The European Space Agency wants to put the first 3D printer on the moon, all for the sake of constructing a lunar base.
“3D printing offers a potential means of facilitating lunar settlement with reduced logistics from Earth,” said Scott Hovland of ESA’s human spaceflight team. “The new possibilities this work opens up can then be considered by international space agencies as part of the current development of a common exploration strategy.”
The "hollow closed structure" is built up layer by layer at a rate of "around 2 meters per hours," said researchers. The "next-generation design should attain 3.5 m per hour, completing an entire building in a week.”
To create the "paper," or layering materials, "simulated lunar material" is mixed with magnesium oxide, "then for our structural ‘ink’ we apply a binding salt which converts material to a stone-like solid," they explained.
Time will tell if the ESA is able to pull it off, but preliminary tests have shown positive results.
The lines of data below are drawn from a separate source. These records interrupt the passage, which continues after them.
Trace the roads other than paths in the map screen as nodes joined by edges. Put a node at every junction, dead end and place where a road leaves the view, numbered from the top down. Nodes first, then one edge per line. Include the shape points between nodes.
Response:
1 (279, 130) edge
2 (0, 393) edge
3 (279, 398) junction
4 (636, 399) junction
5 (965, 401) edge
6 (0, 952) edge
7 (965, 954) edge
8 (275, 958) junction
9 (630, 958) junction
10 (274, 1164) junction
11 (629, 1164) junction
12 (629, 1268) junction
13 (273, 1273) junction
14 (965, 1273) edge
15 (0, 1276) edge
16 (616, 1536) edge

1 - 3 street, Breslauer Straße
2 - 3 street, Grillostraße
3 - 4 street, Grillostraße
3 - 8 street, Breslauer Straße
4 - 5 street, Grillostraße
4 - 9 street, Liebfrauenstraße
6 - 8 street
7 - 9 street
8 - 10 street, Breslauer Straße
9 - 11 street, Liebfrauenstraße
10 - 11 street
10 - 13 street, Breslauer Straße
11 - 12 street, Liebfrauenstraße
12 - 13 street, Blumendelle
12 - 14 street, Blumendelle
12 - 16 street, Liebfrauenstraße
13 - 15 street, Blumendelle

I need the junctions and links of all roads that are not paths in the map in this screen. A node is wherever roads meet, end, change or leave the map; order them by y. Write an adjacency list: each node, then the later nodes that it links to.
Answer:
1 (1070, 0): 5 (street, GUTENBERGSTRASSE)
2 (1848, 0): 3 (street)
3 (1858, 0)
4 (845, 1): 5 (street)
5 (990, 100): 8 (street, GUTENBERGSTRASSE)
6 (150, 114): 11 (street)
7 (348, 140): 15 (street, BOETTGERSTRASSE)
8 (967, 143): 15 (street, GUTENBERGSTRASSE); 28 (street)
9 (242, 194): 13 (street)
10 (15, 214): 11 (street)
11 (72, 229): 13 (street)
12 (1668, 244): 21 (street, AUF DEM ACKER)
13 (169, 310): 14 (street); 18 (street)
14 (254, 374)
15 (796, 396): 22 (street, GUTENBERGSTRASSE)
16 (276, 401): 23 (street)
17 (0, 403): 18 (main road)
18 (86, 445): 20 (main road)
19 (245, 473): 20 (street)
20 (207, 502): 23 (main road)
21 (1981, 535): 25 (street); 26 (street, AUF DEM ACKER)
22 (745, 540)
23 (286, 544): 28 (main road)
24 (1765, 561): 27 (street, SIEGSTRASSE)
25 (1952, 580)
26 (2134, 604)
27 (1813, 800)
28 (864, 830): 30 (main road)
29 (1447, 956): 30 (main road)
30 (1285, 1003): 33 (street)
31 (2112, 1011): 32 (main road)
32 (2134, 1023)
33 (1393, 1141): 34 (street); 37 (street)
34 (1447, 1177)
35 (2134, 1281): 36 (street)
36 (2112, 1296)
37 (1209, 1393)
Local materials (i.e., moon rock) are being used to build the structures, a concept that's been done before to create similar structures out of sand, concrete and synthetic moon soil, reports Web Pro News.
And lest you think they can't pull it off since all the testing's been done here on Earth, one Italian scientist explained a possible solution: the 3D printer can work in a vacuum so long as there's liquid trapped within the soil; it gets dry over there.